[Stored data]
>>>>>

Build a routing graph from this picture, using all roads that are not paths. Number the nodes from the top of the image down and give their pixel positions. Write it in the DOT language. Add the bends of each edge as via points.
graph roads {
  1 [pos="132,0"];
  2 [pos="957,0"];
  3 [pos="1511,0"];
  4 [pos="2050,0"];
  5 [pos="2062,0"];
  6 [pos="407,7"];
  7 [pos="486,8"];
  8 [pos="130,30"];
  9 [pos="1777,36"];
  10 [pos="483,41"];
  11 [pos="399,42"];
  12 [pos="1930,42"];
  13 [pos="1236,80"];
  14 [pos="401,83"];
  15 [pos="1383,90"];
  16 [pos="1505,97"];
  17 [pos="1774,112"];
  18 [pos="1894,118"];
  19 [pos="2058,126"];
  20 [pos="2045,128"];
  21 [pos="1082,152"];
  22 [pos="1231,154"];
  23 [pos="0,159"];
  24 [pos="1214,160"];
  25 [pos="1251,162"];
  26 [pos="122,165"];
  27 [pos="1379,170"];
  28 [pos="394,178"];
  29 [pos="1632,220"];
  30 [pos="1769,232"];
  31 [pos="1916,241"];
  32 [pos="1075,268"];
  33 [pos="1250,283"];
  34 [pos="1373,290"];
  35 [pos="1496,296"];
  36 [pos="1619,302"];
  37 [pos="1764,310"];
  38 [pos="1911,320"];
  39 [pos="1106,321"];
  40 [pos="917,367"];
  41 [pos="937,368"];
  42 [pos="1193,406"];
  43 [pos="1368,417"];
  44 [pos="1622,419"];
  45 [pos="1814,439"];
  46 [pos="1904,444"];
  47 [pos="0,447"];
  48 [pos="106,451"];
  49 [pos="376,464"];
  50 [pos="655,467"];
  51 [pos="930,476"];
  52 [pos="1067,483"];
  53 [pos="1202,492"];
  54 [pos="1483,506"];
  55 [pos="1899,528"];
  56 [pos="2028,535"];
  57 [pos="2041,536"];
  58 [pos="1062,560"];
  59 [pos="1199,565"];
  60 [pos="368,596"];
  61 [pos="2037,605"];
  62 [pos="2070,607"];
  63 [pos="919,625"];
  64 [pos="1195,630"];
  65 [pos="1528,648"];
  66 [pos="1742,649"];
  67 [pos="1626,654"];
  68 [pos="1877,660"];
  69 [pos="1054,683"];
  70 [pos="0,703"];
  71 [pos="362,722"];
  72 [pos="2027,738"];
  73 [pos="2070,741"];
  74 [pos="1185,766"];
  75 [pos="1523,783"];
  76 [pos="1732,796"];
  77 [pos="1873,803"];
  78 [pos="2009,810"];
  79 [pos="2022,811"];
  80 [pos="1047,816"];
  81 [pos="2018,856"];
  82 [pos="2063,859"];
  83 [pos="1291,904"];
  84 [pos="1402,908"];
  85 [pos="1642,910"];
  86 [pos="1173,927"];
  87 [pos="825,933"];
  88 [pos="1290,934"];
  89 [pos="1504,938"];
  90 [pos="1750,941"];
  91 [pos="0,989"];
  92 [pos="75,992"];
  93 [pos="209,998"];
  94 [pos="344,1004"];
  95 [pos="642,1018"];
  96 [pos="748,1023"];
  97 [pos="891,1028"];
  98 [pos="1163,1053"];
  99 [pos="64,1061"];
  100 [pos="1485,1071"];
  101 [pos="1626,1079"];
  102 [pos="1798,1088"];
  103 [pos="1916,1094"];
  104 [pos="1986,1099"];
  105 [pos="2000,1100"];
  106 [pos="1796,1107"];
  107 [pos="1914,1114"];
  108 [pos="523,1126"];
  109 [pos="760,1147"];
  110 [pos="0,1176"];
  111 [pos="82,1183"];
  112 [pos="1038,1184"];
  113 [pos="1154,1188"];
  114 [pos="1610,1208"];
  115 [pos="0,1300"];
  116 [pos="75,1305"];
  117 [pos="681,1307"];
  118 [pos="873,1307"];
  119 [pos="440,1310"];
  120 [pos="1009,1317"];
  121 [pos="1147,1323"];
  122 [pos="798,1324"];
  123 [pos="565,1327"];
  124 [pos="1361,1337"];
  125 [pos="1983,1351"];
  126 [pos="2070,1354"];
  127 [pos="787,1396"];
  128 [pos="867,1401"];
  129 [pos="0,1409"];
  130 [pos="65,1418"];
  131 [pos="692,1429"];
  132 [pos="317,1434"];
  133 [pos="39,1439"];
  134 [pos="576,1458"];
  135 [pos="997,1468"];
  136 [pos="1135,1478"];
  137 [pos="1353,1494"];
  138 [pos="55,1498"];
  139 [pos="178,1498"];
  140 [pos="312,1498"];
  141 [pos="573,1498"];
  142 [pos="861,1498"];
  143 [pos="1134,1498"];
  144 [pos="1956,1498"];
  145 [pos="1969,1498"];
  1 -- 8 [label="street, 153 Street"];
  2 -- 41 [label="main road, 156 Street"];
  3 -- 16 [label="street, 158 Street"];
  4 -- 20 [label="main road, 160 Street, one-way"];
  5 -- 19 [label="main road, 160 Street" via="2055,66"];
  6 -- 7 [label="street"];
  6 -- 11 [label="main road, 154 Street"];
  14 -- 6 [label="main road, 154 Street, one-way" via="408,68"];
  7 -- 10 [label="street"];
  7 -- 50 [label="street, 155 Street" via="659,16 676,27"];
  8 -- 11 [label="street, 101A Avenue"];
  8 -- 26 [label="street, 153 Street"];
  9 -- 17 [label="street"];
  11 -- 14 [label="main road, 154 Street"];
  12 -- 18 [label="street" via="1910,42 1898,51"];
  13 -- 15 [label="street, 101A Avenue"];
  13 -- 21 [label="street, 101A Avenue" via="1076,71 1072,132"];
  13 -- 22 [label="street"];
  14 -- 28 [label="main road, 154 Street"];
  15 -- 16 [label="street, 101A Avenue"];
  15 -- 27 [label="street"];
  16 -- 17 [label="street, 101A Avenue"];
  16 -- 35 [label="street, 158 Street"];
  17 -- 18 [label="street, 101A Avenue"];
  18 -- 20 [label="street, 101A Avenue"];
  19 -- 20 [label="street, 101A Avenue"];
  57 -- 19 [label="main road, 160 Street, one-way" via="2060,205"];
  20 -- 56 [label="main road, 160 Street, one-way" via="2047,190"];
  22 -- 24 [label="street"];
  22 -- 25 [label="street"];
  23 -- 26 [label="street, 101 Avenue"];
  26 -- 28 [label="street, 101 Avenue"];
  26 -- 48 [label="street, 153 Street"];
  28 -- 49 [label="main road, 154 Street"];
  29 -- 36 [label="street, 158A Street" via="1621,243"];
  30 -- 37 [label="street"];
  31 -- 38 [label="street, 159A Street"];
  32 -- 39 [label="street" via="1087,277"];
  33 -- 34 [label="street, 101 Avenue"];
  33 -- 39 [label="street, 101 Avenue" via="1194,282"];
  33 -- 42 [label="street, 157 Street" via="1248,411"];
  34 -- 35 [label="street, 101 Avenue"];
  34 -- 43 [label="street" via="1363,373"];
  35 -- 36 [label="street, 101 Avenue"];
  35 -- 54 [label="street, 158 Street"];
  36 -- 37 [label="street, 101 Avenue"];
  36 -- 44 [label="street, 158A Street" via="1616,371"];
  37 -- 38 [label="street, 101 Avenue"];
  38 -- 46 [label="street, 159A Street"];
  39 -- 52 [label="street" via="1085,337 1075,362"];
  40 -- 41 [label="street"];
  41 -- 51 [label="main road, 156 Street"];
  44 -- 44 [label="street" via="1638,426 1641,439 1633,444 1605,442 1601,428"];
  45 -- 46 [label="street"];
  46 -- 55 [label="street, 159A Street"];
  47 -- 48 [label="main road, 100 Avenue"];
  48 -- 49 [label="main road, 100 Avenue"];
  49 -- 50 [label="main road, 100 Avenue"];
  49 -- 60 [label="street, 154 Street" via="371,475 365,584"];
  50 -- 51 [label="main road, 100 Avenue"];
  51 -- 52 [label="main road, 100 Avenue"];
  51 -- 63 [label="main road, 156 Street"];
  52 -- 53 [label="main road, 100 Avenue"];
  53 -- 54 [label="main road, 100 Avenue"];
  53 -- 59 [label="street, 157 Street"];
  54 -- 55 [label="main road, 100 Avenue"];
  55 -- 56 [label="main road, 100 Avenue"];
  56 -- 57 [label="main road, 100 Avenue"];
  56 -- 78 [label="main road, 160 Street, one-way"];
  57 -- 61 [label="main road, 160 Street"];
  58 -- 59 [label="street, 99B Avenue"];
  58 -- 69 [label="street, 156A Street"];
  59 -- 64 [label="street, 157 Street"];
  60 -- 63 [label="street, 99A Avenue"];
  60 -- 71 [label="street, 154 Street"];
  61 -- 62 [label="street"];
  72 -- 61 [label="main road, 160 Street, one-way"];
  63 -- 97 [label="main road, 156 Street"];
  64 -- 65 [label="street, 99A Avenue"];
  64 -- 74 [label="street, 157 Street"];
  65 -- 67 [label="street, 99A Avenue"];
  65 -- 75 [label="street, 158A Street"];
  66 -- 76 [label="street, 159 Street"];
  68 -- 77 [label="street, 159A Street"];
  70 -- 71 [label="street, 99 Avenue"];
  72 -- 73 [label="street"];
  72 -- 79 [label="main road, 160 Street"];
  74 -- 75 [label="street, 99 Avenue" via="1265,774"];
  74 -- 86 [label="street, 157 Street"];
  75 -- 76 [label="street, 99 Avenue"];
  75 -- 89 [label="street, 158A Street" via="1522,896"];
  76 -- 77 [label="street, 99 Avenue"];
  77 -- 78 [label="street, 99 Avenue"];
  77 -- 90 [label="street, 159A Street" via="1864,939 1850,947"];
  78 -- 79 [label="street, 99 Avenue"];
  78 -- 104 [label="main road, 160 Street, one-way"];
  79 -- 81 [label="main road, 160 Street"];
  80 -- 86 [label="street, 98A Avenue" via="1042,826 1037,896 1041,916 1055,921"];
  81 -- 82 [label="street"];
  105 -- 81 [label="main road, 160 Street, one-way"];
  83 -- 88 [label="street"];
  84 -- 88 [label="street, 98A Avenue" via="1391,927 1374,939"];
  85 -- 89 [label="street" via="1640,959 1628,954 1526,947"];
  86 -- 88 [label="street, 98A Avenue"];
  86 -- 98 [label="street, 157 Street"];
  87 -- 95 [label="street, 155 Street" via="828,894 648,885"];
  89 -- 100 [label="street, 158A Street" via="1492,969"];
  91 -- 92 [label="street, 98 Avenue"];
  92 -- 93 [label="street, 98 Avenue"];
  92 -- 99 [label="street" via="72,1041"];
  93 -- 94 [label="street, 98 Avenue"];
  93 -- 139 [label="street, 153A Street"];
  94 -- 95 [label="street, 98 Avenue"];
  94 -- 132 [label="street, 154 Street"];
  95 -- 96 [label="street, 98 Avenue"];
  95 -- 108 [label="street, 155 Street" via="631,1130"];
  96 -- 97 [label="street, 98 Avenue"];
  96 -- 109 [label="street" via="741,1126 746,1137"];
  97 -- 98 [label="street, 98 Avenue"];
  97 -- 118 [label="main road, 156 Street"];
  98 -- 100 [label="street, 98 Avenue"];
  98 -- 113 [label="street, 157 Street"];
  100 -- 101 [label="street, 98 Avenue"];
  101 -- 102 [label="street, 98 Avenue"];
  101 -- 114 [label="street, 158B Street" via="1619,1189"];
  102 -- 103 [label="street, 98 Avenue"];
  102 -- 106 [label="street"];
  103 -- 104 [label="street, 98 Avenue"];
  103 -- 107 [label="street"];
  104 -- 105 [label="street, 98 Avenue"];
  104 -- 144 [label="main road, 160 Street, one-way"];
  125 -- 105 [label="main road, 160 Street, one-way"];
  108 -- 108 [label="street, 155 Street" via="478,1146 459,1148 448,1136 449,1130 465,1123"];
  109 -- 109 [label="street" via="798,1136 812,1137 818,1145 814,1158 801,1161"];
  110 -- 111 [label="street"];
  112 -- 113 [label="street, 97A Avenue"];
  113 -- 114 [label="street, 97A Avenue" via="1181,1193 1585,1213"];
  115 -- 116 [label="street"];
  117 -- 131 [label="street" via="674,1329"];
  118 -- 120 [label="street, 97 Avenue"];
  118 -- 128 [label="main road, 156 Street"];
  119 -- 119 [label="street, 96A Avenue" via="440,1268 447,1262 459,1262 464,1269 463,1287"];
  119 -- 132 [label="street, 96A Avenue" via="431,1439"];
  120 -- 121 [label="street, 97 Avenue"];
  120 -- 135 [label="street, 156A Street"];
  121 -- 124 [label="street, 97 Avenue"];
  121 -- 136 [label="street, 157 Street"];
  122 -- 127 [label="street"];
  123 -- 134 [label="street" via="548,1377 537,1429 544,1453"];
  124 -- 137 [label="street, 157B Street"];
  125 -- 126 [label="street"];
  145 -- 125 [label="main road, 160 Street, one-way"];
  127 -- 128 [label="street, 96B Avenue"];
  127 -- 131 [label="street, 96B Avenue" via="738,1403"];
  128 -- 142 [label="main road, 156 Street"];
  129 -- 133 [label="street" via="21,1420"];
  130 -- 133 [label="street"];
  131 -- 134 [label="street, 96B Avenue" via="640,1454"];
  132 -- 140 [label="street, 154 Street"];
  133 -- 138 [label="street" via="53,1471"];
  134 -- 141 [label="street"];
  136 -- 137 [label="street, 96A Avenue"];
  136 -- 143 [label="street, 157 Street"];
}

<<<<<

Instructions to follow =>
Find the string "graph" in the entries above and return each line that holds it.

Result below =>
Build a routing graph from this picture, using all roads that are not paths. Number the nodes from the top of the image down and give their pixel positions. Write it in the DOT language. Add the bends of each edge as via points.
graph roads {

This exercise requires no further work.